Ray tracing (RT) is a 3D graphics technique that offers highly realistic visuals. It is becoming prominent and accessible as GPU vendors have integrated dedicated ray tracing acceleration hardware. However, tracing millions of rays through 3D scenes consisting of high numbers of triangles in real time is challenging and requires expensive hardware. The main bottleneck in RT workloads is the expensive Bounding Volume Hierarchy (BVH) traversal task, which is a large tree structure that encodes the 3D scene. BVH traversal is a memory-bound problem, as the GPU threads spend most of their time reading tree node data from memory. In this work, we attack the memory latency bottleneck of ray tracing through prefetching. We propose a novel hardware prefetcher, named Tree Traversal Prefetcher (TTP), for ray tracing. The main idea is to leverage the existing tree traversal stack in the RT units for highly accurate prefetching. In particular, TTP prefetches nodes using the addresses already available on the hardware traversal stacks of each thread. For DFS (Depth-first search) based traversal, prefetches are generated when nodes are being popped consecutively from the traversal stack, potentially corresponding to upward traversal through the tree. We evaluate TTP on a cycle-level simulator, Vulkan-sim 2.0, and show that it achieves 1.48x speedup on average (up to 1.89x) compared to the baseline, with nearly negligible hardware overhead. TTP achieves 98.92% average L1 accuracy, which is the ratio of the prefetched blocks being actually referenced by demand loads. The coverage, computed as the ratio of L1 miss reduction over baseline L1 misses, is 31.54%, correlating well with the achieved speedup.

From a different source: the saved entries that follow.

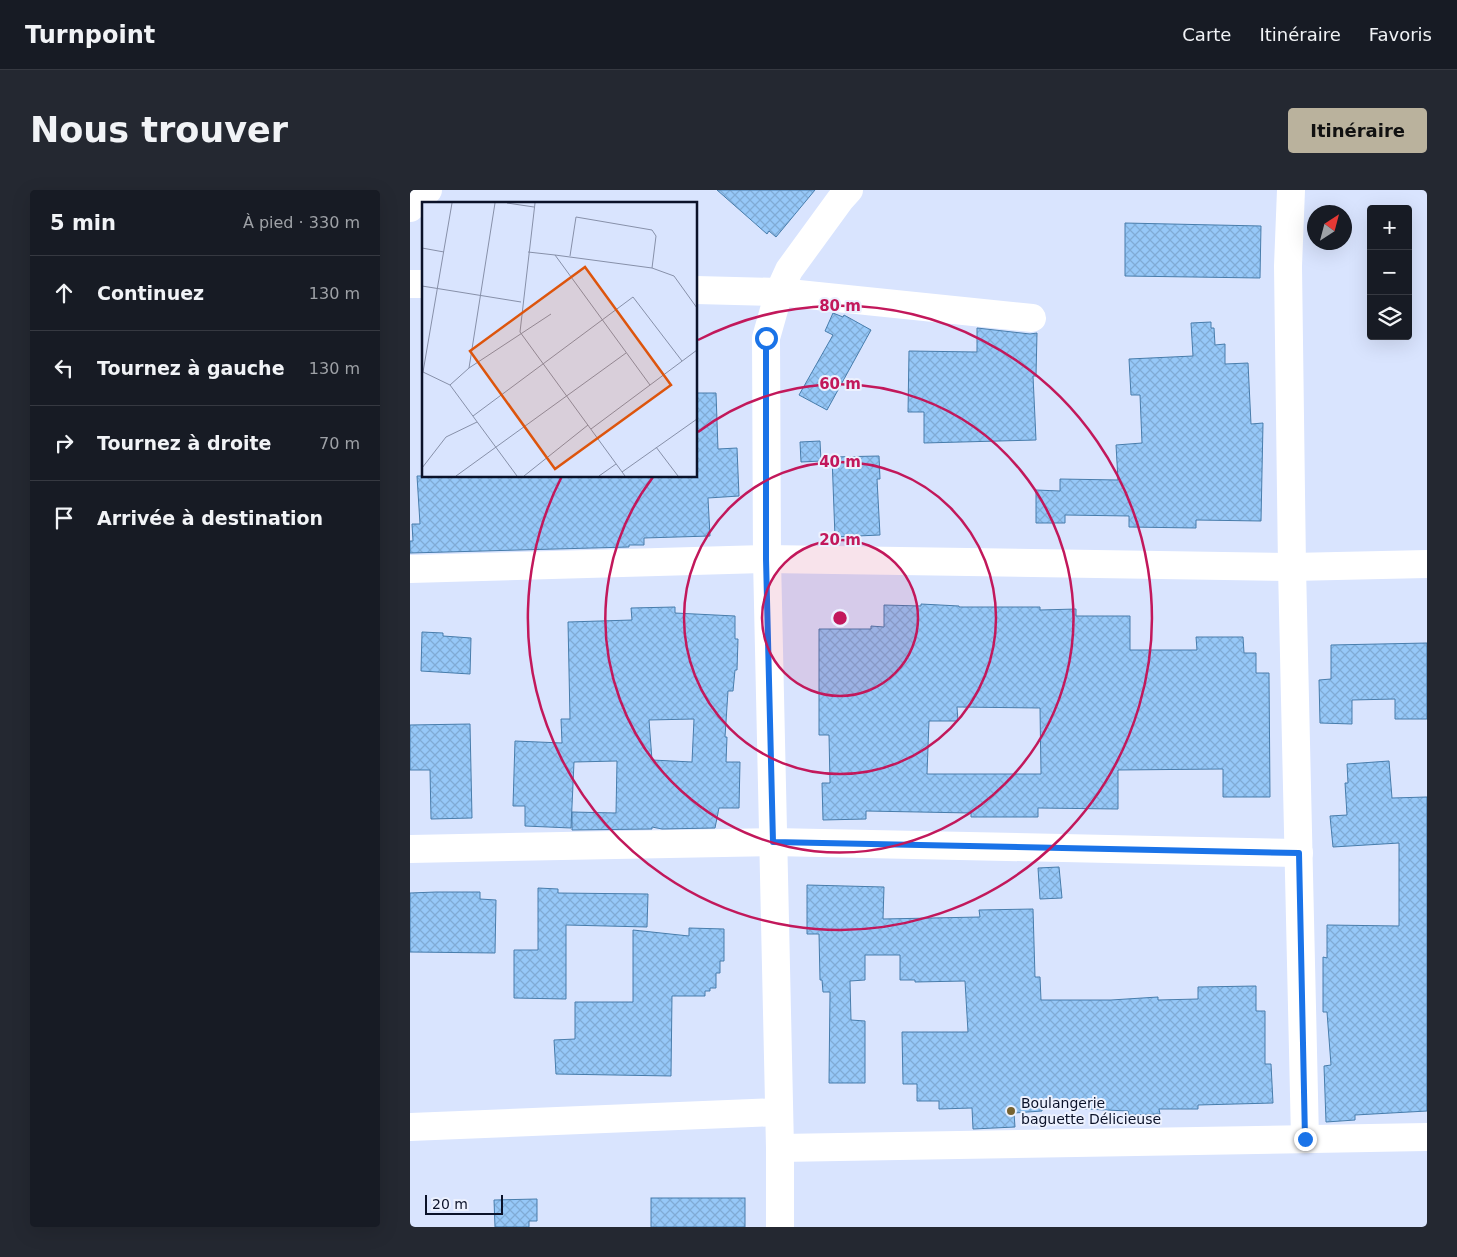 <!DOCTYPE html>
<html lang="fr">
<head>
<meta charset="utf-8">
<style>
	:root { --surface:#171b24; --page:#242831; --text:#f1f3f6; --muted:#9ea1a6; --line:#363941; --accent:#bab29d }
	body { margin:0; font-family:"DejaVu Sans",sans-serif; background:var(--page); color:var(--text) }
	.controls { position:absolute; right:15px; top:15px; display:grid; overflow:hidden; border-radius:5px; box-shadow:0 5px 20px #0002 }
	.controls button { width:45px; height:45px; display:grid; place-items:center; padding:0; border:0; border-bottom:1px solid var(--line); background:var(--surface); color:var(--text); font:25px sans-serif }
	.compass { position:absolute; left:897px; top:15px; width:45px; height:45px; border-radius:50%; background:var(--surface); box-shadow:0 5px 20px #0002; rotate:36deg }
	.scale { position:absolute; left:15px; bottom:12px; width:78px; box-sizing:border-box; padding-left:5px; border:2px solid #0b1229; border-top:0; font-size:14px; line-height:18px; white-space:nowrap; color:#0b1229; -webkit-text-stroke:4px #ecf1fe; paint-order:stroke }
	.stop { position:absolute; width:15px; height:15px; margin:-11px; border:4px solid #1a73e8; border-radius:50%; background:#fff }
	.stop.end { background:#1a73e8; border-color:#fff; box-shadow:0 1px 5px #0008 }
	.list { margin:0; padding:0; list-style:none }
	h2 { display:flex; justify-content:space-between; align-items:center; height:65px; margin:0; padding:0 20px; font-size:21px }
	h2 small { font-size:16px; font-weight:400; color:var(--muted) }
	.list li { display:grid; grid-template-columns:32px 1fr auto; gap:15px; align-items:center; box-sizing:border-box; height:75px; padding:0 20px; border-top:1px solid var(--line) }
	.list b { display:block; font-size:19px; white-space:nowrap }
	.list em { font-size:16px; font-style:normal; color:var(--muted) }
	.icon { flex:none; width:28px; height:28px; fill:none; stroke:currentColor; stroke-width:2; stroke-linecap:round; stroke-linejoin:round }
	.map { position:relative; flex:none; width:1017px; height:1037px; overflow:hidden; border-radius:5px }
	header { display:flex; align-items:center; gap:30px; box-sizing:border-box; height:70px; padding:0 25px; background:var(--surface); border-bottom:1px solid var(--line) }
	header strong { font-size:24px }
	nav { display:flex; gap:28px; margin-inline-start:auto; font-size:18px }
	.intro { display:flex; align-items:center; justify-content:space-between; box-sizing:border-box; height:120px; padding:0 30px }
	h1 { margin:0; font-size:35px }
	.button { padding:12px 22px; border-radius:5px; background:var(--accent); color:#111; font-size:18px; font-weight:700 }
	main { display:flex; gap:30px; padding:0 30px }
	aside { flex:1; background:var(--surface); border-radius:5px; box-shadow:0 5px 20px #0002 }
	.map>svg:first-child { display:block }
	.building { fill:url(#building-cross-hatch); stroke:#487dac; fill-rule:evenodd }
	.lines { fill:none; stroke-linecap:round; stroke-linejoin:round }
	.minor { stroke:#fff; stroke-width:28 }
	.route { stroke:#1a73e8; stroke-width:6 }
	.ring { fill:none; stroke:#c2185b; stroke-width:2.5 }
	.poi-dot { fill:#766231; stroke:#ecf1fe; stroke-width:2 }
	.labels { text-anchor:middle; stroke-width:4; stroke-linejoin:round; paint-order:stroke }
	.poi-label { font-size:14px; fill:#0b1229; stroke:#ecf1fe; text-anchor:start }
	.inset-road { fill:none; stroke:#8790a9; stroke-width:1 }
	.view { fill:#dd550d; fill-opacity:0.15; stroke:#dd550d; stroke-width:2.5 }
	.inset-edge { fill:none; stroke:#0b1229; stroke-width:2.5 }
	.centre { fill:#c2185b; stroke:#ecf1fe; stroke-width:2.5 }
	.ring-label { font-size:15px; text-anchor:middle; font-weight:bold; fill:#c2185b; stroke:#ecf1fe; stroke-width:4; stroke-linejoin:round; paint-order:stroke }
</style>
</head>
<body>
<header>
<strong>Turnpoint</strong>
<nav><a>Carte</a><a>Itinéraire</a><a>Favoris</a></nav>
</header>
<div class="intro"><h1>Nous trouver</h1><a class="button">Itinéraire</a></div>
<main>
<aside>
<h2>5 min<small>À pied · 330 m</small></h2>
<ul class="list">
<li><svg class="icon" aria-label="ahead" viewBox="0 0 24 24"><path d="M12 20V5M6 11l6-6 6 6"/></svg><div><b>Continuez</b></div><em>130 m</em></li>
<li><svg class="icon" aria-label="left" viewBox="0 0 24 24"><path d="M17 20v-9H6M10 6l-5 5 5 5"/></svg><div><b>Tournez à gauche</b></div><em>130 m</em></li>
<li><svg class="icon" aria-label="right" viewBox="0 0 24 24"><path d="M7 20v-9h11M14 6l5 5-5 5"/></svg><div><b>Tournez à droite</b></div><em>70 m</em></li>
<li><svg class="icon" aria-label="arrive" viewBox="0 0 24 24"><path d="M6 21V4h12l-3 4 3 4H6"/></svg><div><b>Arrivée à destination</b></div></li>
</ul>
</aside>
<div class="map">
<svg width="1017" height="1037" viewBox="0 0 1017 1037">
	<defs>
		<pattern id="building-cross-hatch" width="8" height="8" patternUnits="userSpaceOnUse" patternTransform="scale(1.25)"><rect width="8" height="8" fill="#96c8f8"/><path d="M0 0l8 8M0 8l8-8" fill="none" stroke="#80abd5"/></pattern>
	</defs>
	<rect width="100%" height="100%" fill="#d9e4fe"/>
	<g class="building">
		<path d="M307,0H405L366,47L359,41L357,44Z"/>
		<path d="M715,33L851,36L850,88L715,86Z"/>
		<path d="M423,123L433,127L434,125L461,140L417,220L389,205L423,145L415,141Z"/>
		<path d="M801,132V138H804L805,155L815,154V174L838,173L841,234L853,233L851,331L786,330V338L719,337V326L655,325V333H626V300L650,301V289L708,290L706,255L732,253L730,205H721L719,169L783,166L781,133Z"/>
		<path d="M567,138L620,144L627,143L626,186H623L626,250L514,253V222H498L499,161L567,162Z"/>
		<path d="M286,203H306L308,259L327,258L329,306L298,308L300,346L234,348V355H219V357L0,363V351H3L2,334H10L7,286H286Z"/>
		<path d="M410,251L411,271L391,272L390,252Z"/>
		<path d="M469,266L470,289H467L470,345L425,347L422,267Z"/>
		<path d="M511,414L549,416V417H630V420L666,419V426H720V460H787L786,447H833L834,463H846V483H859L860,607H813V579L708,580V619L628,618V627H561V623L456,621V629L413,630L412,593H420L419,545H409V439H461V436L474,437V415L511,416ZM547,517L630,518L631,584H517L519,531H548Z"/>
		<path d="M265,417V423L325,426V449H328L327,480H325L323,501H318L315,547H317L316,572H330L329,618H309L305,638L252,639L242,637V639L162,640V622L206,623L207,571L164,572L161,638L115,636V616H103L105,551L152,553L151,529H160L158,432L222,430L221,418ZM284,529L282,572L242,570L239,530Z"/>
		<path d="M12,442L33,443V446L61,448L60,484L11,481Z"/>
		<path d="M1017,453V529H985V509L942,510V534L910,533L909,490L921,489V455Z"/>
		<path d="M60,534L62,628L21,629L20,580H0V535Z"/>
		<path d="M979,571L982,608L1017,607V921L945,925V930L916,932L914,876L921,875L917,822H913V767L917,768V735L989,736V653L923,657L920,626L937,625L935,593H938L937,574Z"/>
		<path d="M649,677L652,708L630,709L628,678Z"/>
		<path d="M397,695L474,697L473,729L570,727L569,720L623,719L625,787H630L631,810H701L748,807V810L788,809V797L846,796V821H855V874H861L863,913L788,915V919H749L750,924L719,925L718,921L632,917V921L604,923L605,937L563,939L562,918L529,919V911H507V894H493L492,842H558L555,791L505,792V790H490V765H455V790L440,791L441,830L455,831V893H419L420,802H413L412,790H410L409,744H397Z"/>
		<path d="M128,698L148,699V703L238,704L237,737L156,735V809L104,808V760H128Z"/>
		<path d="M26,702H70V709L86,710L85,763L0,762V703Z"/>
		<path d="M279,738L314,739V771H310V783H306V798H300V801H295V806H262L261,886L146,884L144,850L165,849V812H223V740L279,746Z"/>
		<rect x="241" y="1008" width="94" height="29"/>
		<path d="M127,1009V1031H119V1037H85L84,1010Z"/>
	</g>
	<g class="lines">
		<g class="minor">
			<path d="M881,0L878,76L882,377L895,949"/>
			<path d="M0,18L18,0"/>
			<path d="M0,94H14"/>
			<path d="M286,100L369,102L622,128"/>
			<path d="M0,379L357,369L882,377L1017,374"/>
			<path d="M0,659L363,652L889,663"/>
			<path d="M0,937L369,922"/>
			<path d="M370,958L1017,947"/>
			<path d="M370,1037V958L357,369L356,148L369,102L379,80L430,10L439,0"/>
		</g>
	</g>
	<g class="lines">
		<path class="route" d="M356,148V369L363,652L889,663L895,949"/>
	</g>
	<circle cx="430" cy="428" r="78" fill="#c2185b" fill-opacity=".12"/>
	<g class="ring">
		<circle cx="430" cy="428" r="78"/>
		<circle cx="430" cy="428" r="156"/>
		<path d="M288 242A234 234 0 1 1 243 287"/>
		<path d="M288 150A312 312 0 1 1 152 286"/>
	</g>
	<circle class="poi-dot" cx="601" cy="921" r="5"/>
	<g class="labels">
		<g class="poi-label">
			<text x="611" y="918">Boulangerie<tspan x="611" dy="16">baguette Délicieuse</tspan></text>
		</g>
	</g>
	<g transform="translate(12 12)">
		<rect width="275" height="275" fill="#d9e4fe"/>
		<path class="inset-road" d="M30,1L1,170L28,183L95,274M85,1L112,5M113,1L98,130L203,274M0,46L22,50M106,50L133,53M148,54L154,15L230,28L234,34L230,66M0,84L99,100M47,166L73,1M28,183L47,166L129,112M228,183L133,53L230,66L252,74L275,106M51,214L211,95L260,159M169,227L275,148M234,245L256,274M0,266L24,235L55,220M200,270L275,217M34,274L204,151M102,274L166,223M177,274L194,262"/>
		<path class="view" d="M163,65L249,183L133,267L48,149Z"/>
		<rect width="275" height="275" class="inset-edge"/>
	</g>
	<circle cx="430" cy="428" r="8" class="centre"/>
	<g class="ring-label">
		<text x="430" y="121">80 m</text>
		<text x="430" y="199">60 m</text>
		<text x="430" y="277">40 m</text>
		<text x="430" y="355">20 m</text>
	</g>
</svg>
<div class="controls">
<button>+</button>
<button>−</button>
<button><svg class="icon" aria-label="layers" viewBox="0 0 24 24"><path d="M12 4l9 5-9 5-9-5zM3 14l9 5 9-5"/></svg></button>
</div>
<svg class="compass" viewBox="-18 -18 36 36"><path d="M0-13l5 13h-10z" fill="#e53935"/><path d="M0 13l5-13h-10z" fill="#9ea1a6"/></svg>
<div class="scale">20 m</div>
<div class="stop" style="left:356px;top:148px"></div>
<div class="stop end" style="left:895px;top:949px"></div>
</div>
</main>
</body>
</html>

翻译：光线追踪是一种能够生成高度逼真画面的3D图形技术。随着GPU厂商集成专用光线追踪加速硬件，该技术日益普及且易于使用。然而，在实时场景中追踪数百万条穿过由大量三角形构成的三维场景的光线极具挑战性，需要昂贵的硬件支持。光线追踪工作负载的主要瓶颈在于昂贵的包围盒层次结构遍历任务——这是一种编码三维场景的大型树形结构。BVH遍历属于内存受限问题，因为GPU线程大部分时间都在从内存中读取树节点数据。本文通过预取技术攻克光线追踪中的内存延迟瓶颈。我们提出一种名为树遍历预取器的新型硬件预取器，其核心思想是利用光线追踪单元中现有的树遍历栈实现高精度预取。具体而言，TTP通过每个线程硬件遍历栈上已有的地址预取节点。对于基于深度优先搜索的遍历，当节点连续从遍历栈弹出时（对应树中向上遍历的过程），会生成预取请求。我们在周期级模拟器Vulkan-sim 2.0上评估TTP，结果表明相较于基线方案，平均加速比达1.48倍（最高可达1.89倍），且硬件开销几乎可忽略不计。TTP的L1预取准确率平均为98.92%（即预取块被需求加载实际引用的比例），L1缺失减少率（相较于基线L1缺失的比值）为31.54%，该覆盖率与加速比呈现良好相关性。